Task details: Report the number of lines in the entries below that include the word "true", and nothing else.

(Saved entries)
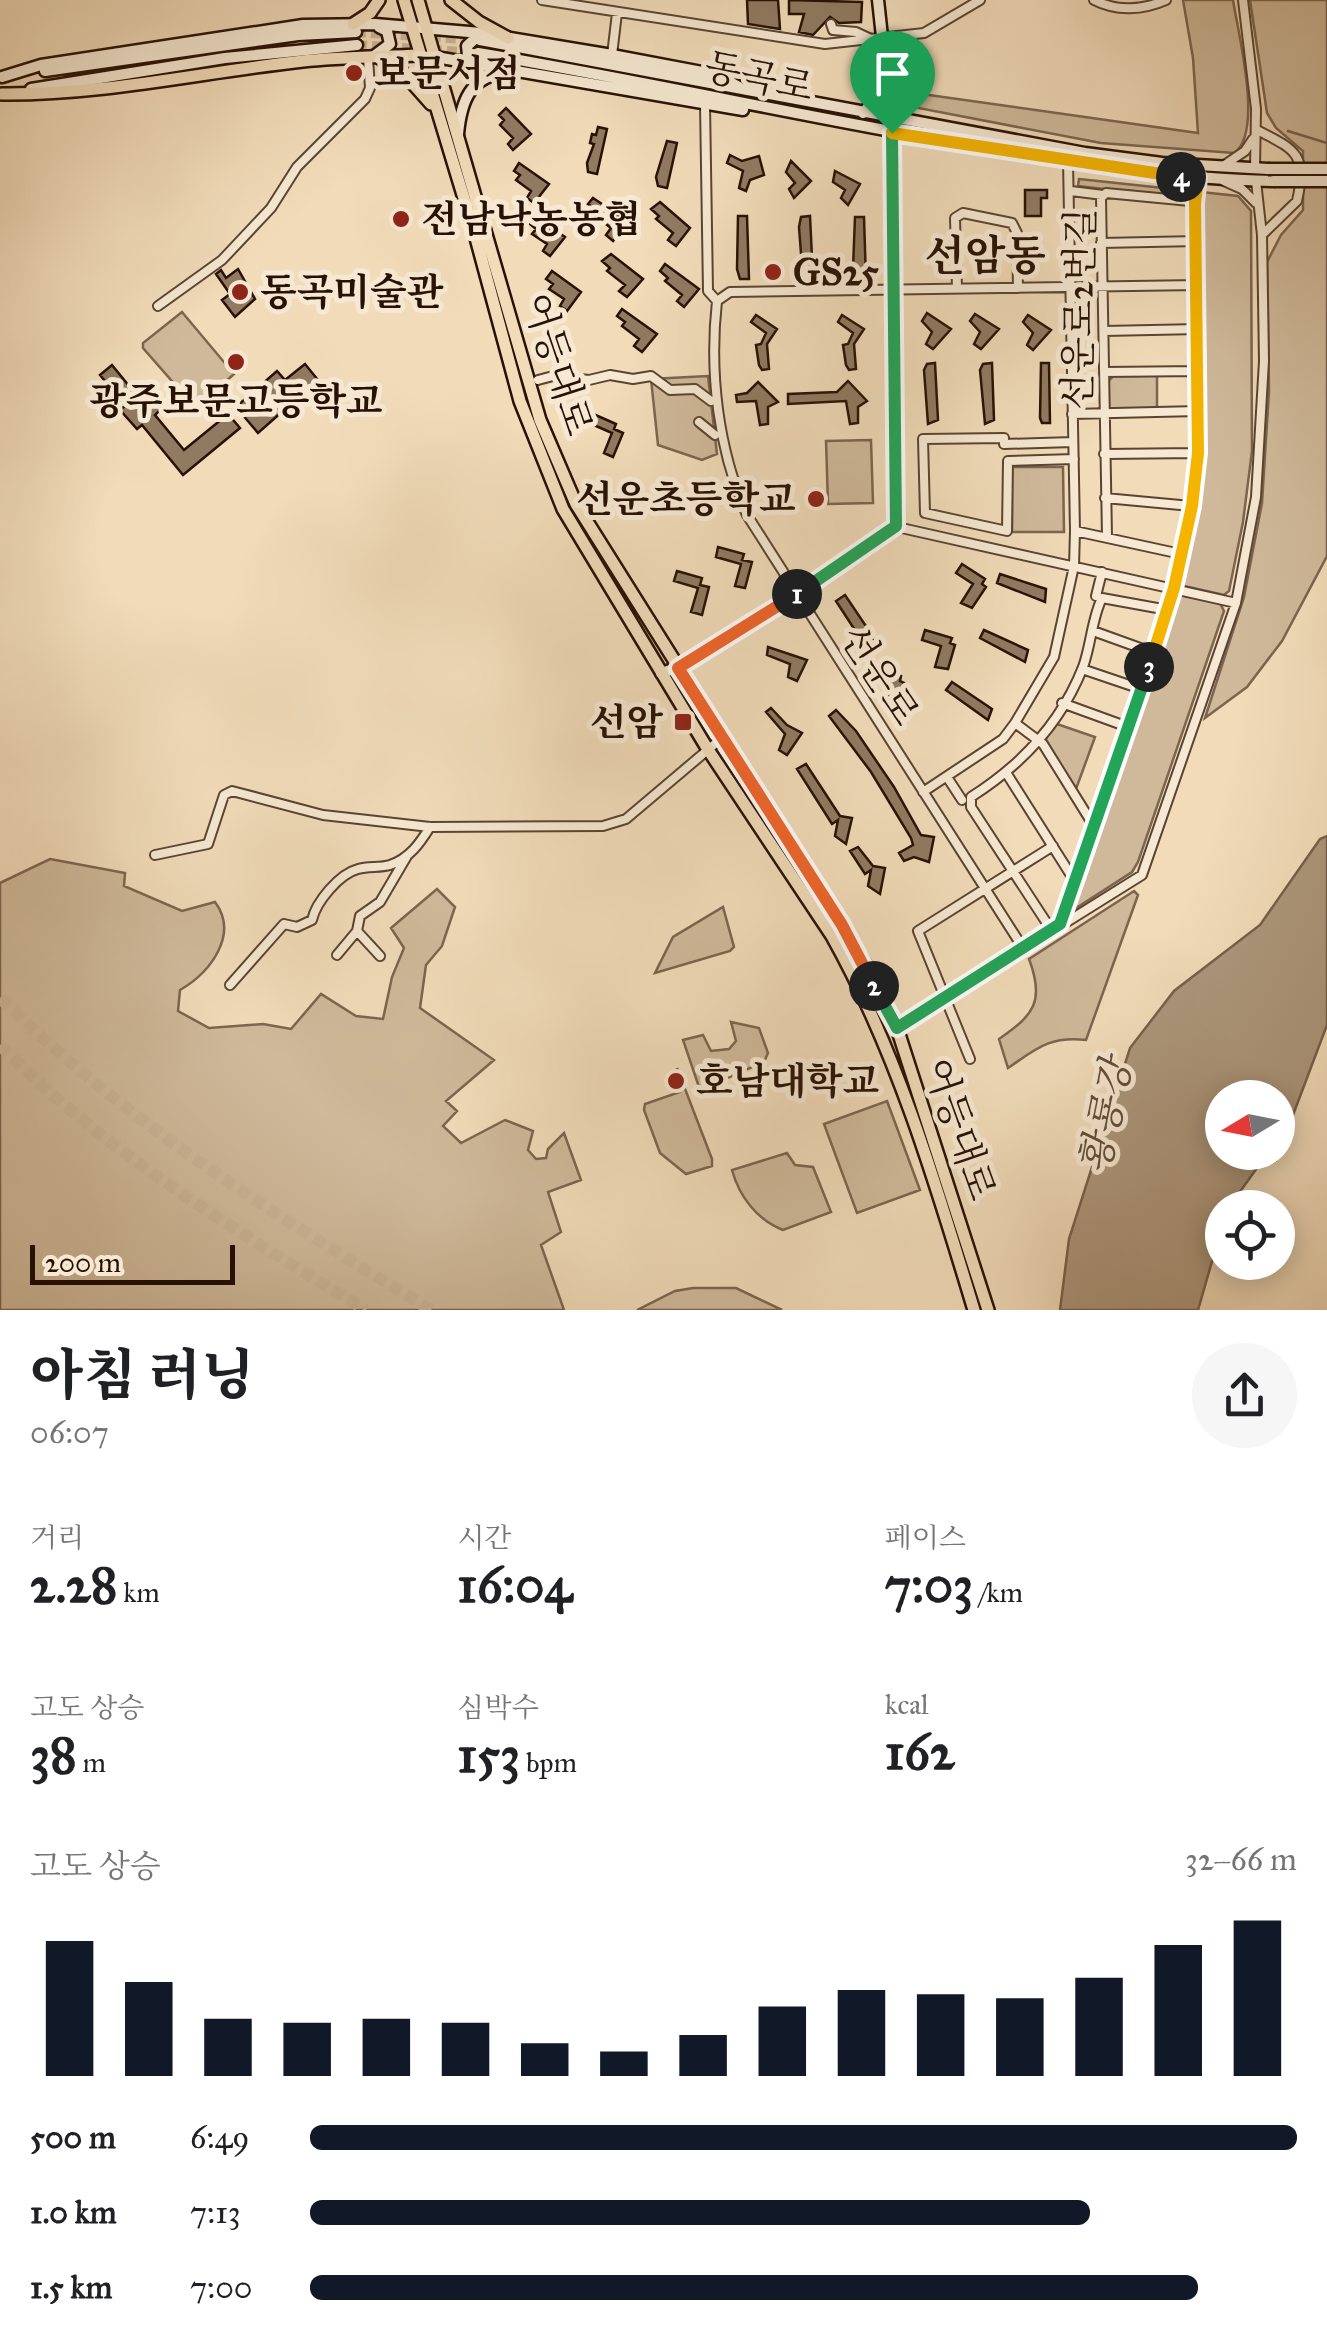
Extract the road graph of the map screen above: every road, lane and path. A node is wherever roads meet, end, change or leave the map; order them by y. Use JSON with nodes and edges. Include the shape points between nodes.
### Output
{"nodes":[{"id":1,"x":379,"y":0,"type":"edge"},
{"id":2,"x":404,"y":0,"type":"edge"},
{"id":3,"x":418,"y":0,"type":"edge"},
{"id":4,"x":451,"y":0,"type":"edge"},
{"id":5,"x":542,"y":0,"type":"edge"},
{"id":6,"x":878,"y":0,"type":"edge"},
{"id":7,"x":980,"y":0,"type":"edge"},
{"id":8,"x":1094,"y":0,"type":"edge"},
{"id":9,"x":1166,"y":0,"type":"edge"},
{"id":10,"x":1243,"y":0,"type":"edge"},
{"id":11,"x":617,"y":13,"type":"junction"},
{"id":12,"x":375,"y":24,"type":"junction"},
{"id":13,"x":411,"y":26,"type":"junction"},
{"id":14,"x":425,"y":27,"type":"junction"},
{"id":15,"x":354,"y":28,"type":"junction"},
{"id":16,"x":480,"y":36,"type":"junction"},
{"id":17,"x":508,"y":38,"type":"junction"},
{"id":18,"x":878,"y":39,"type":"junction"},
{"id":19,"x":822,"y":44,"type":"junction"},
{"id":20,"x":356,"y":46,"type":"tunnel mouth"},
{"id":21,"x":612,"y":55,"type":"junction"},
{"id":22,"x":426,"y":56,"type":"junction"},
{"id":23,"x":368,"y":58,"type":"junction"},
{"id":24,"x":476,"y":58,"type":"junction"},
{"id":25,"x":520,"y":73,"type":"junction"},
{"id":26,"x":1,"y":77,"type":"edge"},
{"id":27,"x":888,"y":84,"type":"junction"},
{"id":28,"x":743,"y":90,"type":"junction"},
{"id":29,"x":1,"y":94,"type":"edge"},
{"id":30,"x":705,"y":104,"type":"junction"},
{"id":31,"x":436,"y":110,"type":"junction"},
{"id":32,"x":863,"y":113,"type":"junction"},
{"id":33,"x":797,"y":116,"type":"junction"},
{"id":34,"x":891,"y":119,"type":"junction"},
{"id":35,"x":1256,"y":130,"type":"junction"},
{"id":36,"x":892,"y":133,"type":"junction"},
{"id":37,"x":457,"y":140,"type":"junction"},
{"id":38,"x":1068,"y":162,"type":"junction"},
{"id":39,"x":1221,"y":167,"type":"junction"},
{"id":40,"x":1327,"y":169,"type":"edge"},
{"id":41,"x":1255,"y":175,"type":"junction"},
{"id":42,"x":1271,"y":175,"type":"junction"},
{"id":43,"x":1198,"y":178,"type":"junction"},
{"id":44,"x":1211,"y":178,"type":"junction"},
{"id":45,"x":1327,"y":181,"type":"edge"},
{"id":46,"x":1071,"y":192,"type":"junction"},
{"id":47,"x":1103,"y":195,"type":"junction"},
{"id":48,"x":1195,"y":203,"type":"junction"},
{"id":49,"x":1261,"y":216,"type":"junction"},
{"id":50,"x":1262,"y":235,"type":"junction"},
{"id":51,"x":1198,"y":241,"type":"junction"},
{"id":52,"x":1100,"y":243,"type":"junction"},
{"id":53,"x":1198,"y":284,"type":"junction"},
{"id":54,"x":1070,"y":287,"type":"junction"},
{"id":55,"x":1102,"y":287,"type":"junction"},
{"id":56,"x":957,"y":288,"type":"junction"},
{"id":57,"x":1018,"y":288,"type":"junction"},
{"id":58,"x":895,"y":292,"type":"junction"},
{"id":59,"x":718,"y":301,"type":"junction"},
{"id":60,"x":158,"y":306,"type":"dead end"},
{"id":61,"x":1199,"y":330,"type":"junction"},
{"id":62,"x":1104,"y":331,"type":"junction"},
{"id":63,"x":1199,"y":371,"type":"junction"},
{"id":64,"x":1104,"y":372,"type":"junction"},
{"id":65,"x":538,"y":380,"type":"dead end"},
{"id":66,"x":711,"y":401,"type":"dead end"},
{"id":67,"x":1198,"y":411,"type":"junction"},
{"id":68,"x":1104,"y":413,"type":"junction"},
{"id":69,"x":1072,"y":414,"type":"junction"},
{"id":70,"x":699,"y":422,"type":"dead end"},
{"id":71,"x":714,"y":435,"type":"dead end"},
{"id":72,"x":1074,"y":442,"type":"junction"},
{"id":73,"x":1198,"y":453,"type":"junction"},
{"id":74,"x":1104,"y":454,"type":"junction"},
{"id":75,"x":1074,"y":459,"type":"junction"},
{"id":76,"x":1105,"y":498,"type":"junction"},
{"id":77,"x":1192,"y":506,"type":"junction"},
{"id":78,"x":896,"y":526,"type":"junction"},
{"id":79,"x":1075,"y":530,"type":"junction"},
{"id":80,"x":1107,"y":537,"type":"junction"},
{"id":81,"x":1182,"y":554,"type":"junction"},
{"id":82,"x":1074,"y":566,"type":"junction"},
{"id":83,"x":1102,"y":572,"type":"junction"},
{"id":84,"x":1174,"y":588,"type":"junction"},
{"id":85,"x":795,"y":595,"type":"junction"},
{"id":86,"x":1096,"y":596,"type":"dead end"},
{"id":87,"x":1236,"y":603,"type":"junction"},
{"id":88,"x":1168,"y":610,"type":"junction"},
{"id":89,"x":1093,"y":631,"type":"junction"},
{"id":90,"x":1154,"y":653,"type":"junction"},
{"id":91,"x":678,"y":668,"type":"junction"},
{"id":92,"x":1082,"y":669,"type":"junction"},
{"id":93,"x":661,"y":673,"type":"junction"},
{"id":94,"x":1141,"y":689,"type":"junction"},
{"id":95,"x":1062,"y":703,"type":"junction"},
{"id":96,"x":1015,"y":723,"type":"junction"},
{"id":97,"x":1128,"y":727,"type":"junction"},
{"id":98,"x":724,"y":737,"type":"junction"},
{"id":99,"x":1039,"y":741,"type":"junction"},
{"id":100,"x":707,"y":748,"type":"junction"},
{"id":101,"x":1007,"y":774,"type":"junction"},
{"id":102,"x":947,"y":777,"type":"junction"},
{"id":103,"x":922,"y":792,"type":"junction"},
{"id":104,"x":962,"y":800,"type":"dead end"},
{"id":105,"x":1092,"y":823,"type":"junction"},
{"id":106,"x":430,"y":827,"type":"junction"},
{"id":107,"x":1053,"y":846,"type":"junction"},
{"id":108,"x":408,"y":854,"type":"junction"},
{"id":109,"x":155,"y":856,"type":"dead end"},
{"id":110,"x":1012,"y":873,"type":"junction"},
{"id":111,"x":1074,"y":881,"type":"junction"},
{"id":112,"x":985,"y":889,"type":"junction"},
{"id":113,"x":1056,"y":928,"type":"junction"},
{"id":114,"x":357,"y":931,"type":"junction"},
{"id":115,"x":1024,"y":948,"type":"junction"},
{"id":116,"x":337,"y":955,"type":"dead end"},
{"id":117,"x":380,"y":956,"type":"dead end"},
{"id":118,"x":230,"y":985,"type":"dead end"},
{"id":119,"x":948,"y":999,"type":"junction"},
{"id":120,"x":897,"y":1028,"type":"junction"},
{"id":121,"x":970,"y":1059,"type":"dead end"},
{"id":122,"x":974,"y":1310,"type":"edge"},
{"id":123,"x":988,"y":1310,"type":"edge"}],
"edges":[{"from":1,"to":15,"type":"main road"},
{"from":2,"to":13,"type":"main road","name":"어등대로"},
{"from":3,"to":14,"type":"main road","name":"어등대로"},
{"from":4,"to":17,"type":"main road"},
{"from":5,"to":11,"type":"street"},
{"from":6,"to":18,"type":"main road"},
{"from":7,"to":18,"type":"street","via":[[936,29]]},
{"from":8,"to":9,"type":"street","via":[[1131,9]]},
{"from":10,"to":35,"type":"street"},
{"from":11,"to":19,"type":"street"},
{"from":11,"to":21,"type":"street"},
{"from":12,"to":13,"type":"main road"},
{"from":12,"to":15,"type":"main road"},
{"from":12,"to":23,"type":"main road","via":[[387,31],[390,44]]},
{"from":13,"to":14,"type":"main road"},
{"from":13,"to":22,"type":"main road","name":"어등대로"},
{"from":14,"to":16,"type":"main road"},
{"from":14,"to":22,"type":"main road","name":"어등대로"},
{"from":15,"to":26,"type":"main road","via":[[303,26],[40,65]]},
{"from":16,"to":17,"type":"main road"},
{"from":16,"to":24,"type":"main road","via":[[467,46],[468,56]]},
{"from":16,"to":28,"type":"main road","name":"동곡로"},
{"from":17,"to":21,"type":"main road"},
{"from":18,"to":19,"type":"street"},
{"from":18,"to":19,"type":"street","via":[[832,27]]},
{"from":18,"to":27,"type":"main road"},
{"from":20,"to":29,"type":"main road","via":[[225,58]]},
{"from":21,"to":28,"type":"main road","via":[[718,75]]},
{"from":22,"to":23,"type":"main road"},
{"from":22,"to":24,"type":"main road"},
{"from":22,"to":31,"type":"main road","name":"어등대로"},
{"from":22,"to":37,"type":"main road","name":"어등대로"},
{"from":23,"to":29,"type":"main road"},
{"from":23,"to":31,"type":"main road","via":[[399,68]]},
{"from":23,"to":60,"type":"street","via":[[365,98],[297,167],[272,208],[222,260]]},
{"from":24,"to":25,"type":"main road"},
{"from":24,"to":33,"type":"main road","name":"동곡로"},
{"from":25,"to":30,"type":"main road"},
{"from":25,"to":37,"type":"main road","via":[[487,75],[473,85]]},
{"from":27,"to":32,"type":"main road"},
{"from":27,"to":34,"type":"main road"},
{"from":28,"to":32,"type":"main road","name":"동곡로"},
{"from":30,"to":33,"type":"main road"},
{"from":30,"to":59,"type":"street","name":"선운로","via":[[708,291]]},
{"from":31,"to":93,"type":"main road","name":"어등대로","via":[[532,437],[577,536]]},
{"from":32,"to":34,"type":"main road","name":"동곡로"},
{"from":33,"to":36,"type":"main road","name":"동곡로"},
{"from":34,"to":36,"type":"main road"},
{"from":34,"to":39,"type":"main road","name":"동곡로","via":[[1085,153]]},
{"from":35,"to":39,"type":"street","via":[[1245,152]]},
{"from":35,"to":41,"type":"street"},
{"from":35,"to":50,"type":"street","via":[[1289,145],[1298,163],[1296,201]]},
{"from":36,"to":38,"type":"main road","name":"동곡로"},
{"from":36,"to":58,"type":"main road"},
{"from":37,"to":91,"type":"main road","name":"어등대로","via":[[540,420],[576,504]]},
{"from":38,"to":43,"type":"main road","name":"동곡로"},
{"from":38,"to":46,"type":"street"},
{"from":39,"to":41,"type":"main road","name":"동곡로"},
{"from":40,"to":42,"type":"main road","name":"동곡로","bridge":true},
{"from":41,"to":42,"type":"main road","name":"동곡로"},
{"from":41,"to":44,"type":"main road","name":"동곡로"},
{"from":41,"to":49,"type":"street"},
{"from":42,"to":45,"type":"main road","name":"동곡로","bridge":true},
{"from":43,"to":44,"type":"main road","name":"동곡로"},
{"from":43,"to":48,"type":"street"},
{"from":44,"to":49,"type":"street","via":[[1247,192]]},
{"from":46,"to":47,"type":"street"},
{"from":46,"to":54,"type":"street"},
{"from":47,"to":48,"type":"street","name":"선운로2번길"},
{"from":47,"to":52,"type":"street","name":"선운로2번길"},
{"from":48,"to":51,"type":"street"},
{"from":49,"to":50,"type":"street"},
{"from":50,"to":87,"type":"street","via":[[1256,496]]},
{"from":51,"to":52,"type":"street"},
{"from":51,"to":53,"type":"street"},
{"from":52,"to":55,"type":"street","name":"선운로2번길"},
{"from":53,"to":55,"type":"street"},
{"from":53,"to":61,"type":"street"},
{"from":54,"to":55,"type":"street"},
{"from":54,"to":57,"type":"street"},
{"from":54,"to":69,"type":"street"},
{"from":55,"to":62,"type":"street","name":"선운로2번길"},
{"from":56,"to":57,"type":"street"},
{"from":56,"to":57,"type":"street","via":[[955,218],[963,213],[1012,223]]},
{"from":56,"to":58,"type":"street"},
{"from":58,"to":59,"type":"street","via":[[730,292]]},
{"from":58,"to":78,"type":"main road"},
{"from":59,"to":85,"type":"street","name":"선운로","via":[[716,402],[728,464],[756,534]]},
{"from":61,"to":62,"type":"street"},
{"from":61,"to":63,"type":"street"},
{"from":62,"to":64,"type":"street","name":"선운로2번길"},
{"from":63,"to":64,"type":"street"},
{"from":63,"to":67,"type":"street"},
{"from":64,"to":68,"type":"street","name":"선운로2번길"},
{"from":65,"to":66,"type":"street","via":[[651,376],[670,390],[696,390]]},
{"from":67,"to":68,"type":"street"},
{"from":67,"to":73,"type":"street"},
{"from":68,"to":69,"type":"street"},
{"from":68,"to":74,"type":"street","name":"선운로2번길"},
{"from":69,"to":72,"type":"street"},
{"from":70,"to":71,"type":"street"},
{"from":72,"to":75,"type":"street"},
{"from":72,"to":75,"type":"street","via":[[923,439],[925,513],[1007,532],[1008,460]]},
{"from":73,"to":74,"type":"street"},
{"from":73,"to":77,"type":"street"},
{"from":74,"to":76,"type":"street","name":"선운로2번길"},
{"from":75,"to":79,"type":"street"},
{"from":76,"to":77,"type":"street"},
{"from":76,"to":80,"type":"street","name":"선운로2번길"},
{"from":77,"to":81,"type":"street"},
{"from":78,"to":82,"type":"street"},
{"from":78,"to":85,"type":"main road"},
{"from":79,"to":80,"type":"street"},
{"from":79,"to":82,"type":"street"},
{"from":80,"to":81,"type":"street"},
{"from":81,"to":84,"type":"street"},
{"from":82,"to":83,"type":"street"},
{"from":82,"to":96,"type":"street","via":[[1054,657]]},
{"from":83,"to":84,"type":"street"},
{"from":83,"to":86,"type":"street"},
{"from":84,"to":87,"type":"street"},
{"from":84,"to":88,"type":"street"},
{"from":85,"to":91,"type":"main road"},
{"from":85,"to":103,"type":"street","name":"선운로"},
{"from":87,"to":113,"type":"street","via":[[1142,874]]},
{"from":88,"to":89,"type":"street","via":[[1105,596]]},
{"from":88,"to":90,"type":"street"},
{"from":89,"to":90,"type":"street"},
{"from":89,"to":92,"type":"street"},
{"from":90,"to":94,"type":"street"},
{"from":91,"to":93,"type":"main road"},
{"from":91,"to":98,"type":"main road","name":"어등대로"},
{"from":92,"to":94,"type":"street"},
{"from":92,"to":95,"type":"street"},
{"from":93,"to":100,"type":"main road","name":"어등대로"},
{"from":94,"to":97,"type":"street"},
{"from":95,"to":97,"type":"street"},
{"from":95,"to":99,"type":"street"},
{"from":96,"to":99,"type":"street"},
{"from":96,"to":102,"type":"street","via":[[1003,739]]},
{"from":97,"to":105,"type":"street"},
{"from":98,"to":100,"type":"street"},
{"from":98,"to":120,"type":"main road","name":"어등대로","via":[[842,925]]},
{"from":99,"to":101,"type":"street"},
{"from":99,"to":105,"type":"street"},
{"from":100,"to":106,"type":"street","via":[[617,823],[582,829]]},
{"from":100,"to":122,"type":"main road","name":"어등대로","via":[[860,985]]},
{"from":101,"to":107,"type":"street"},
{"from":101,"to":110,"type":"street","via":[[970,801]]},
{"from":102,"to":103,"type":"street"},
{"from":102,"to":104,"type":"street"},
{"from":103,"to":112,"type":"street","name":"선운로"},
{"from":105,"to":111,"type":"street"},
{"from":106,"to":108,"type":"street"},
{"from":106,"to":109,"type":"street","via":[[322,814],[232,790],[224,795],[208,844]]},
{"from":107,"to":110,"type":"street"},
{"from":107,"to":111,"type":"street"},
{"from":108,"to":114,"type":"street","via":[[380,902],[360,916]]},
{"from":108,"to":118,"type":"street","via":[[340,878],[316,902],[312,920],[284,924]]},
{"from":110,"to":112,"type":"street"},
{"from":110,"to":113,"type":"street"},
{"from":111,"to":113,"type":"street"},
{"from":112,"to":115,"type":"street","name":"선운로"},
{"from":112,"to":119,"type":"street","via":[[918,931]]},
{"from":113,"to":115,"type":"street"},
{"from":114,"to":116,"type":"street"},
{"from":114,"to":117,"type":"street"},
{"from":115,"to":119,"type":"street"},
{"from":119,"to":120,"type":"street"},
{"from":119,"to":121,"type":"street"},
{"from":120,"to":123,"type":"main road","name":"어등대로"}]}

Result of the task: 2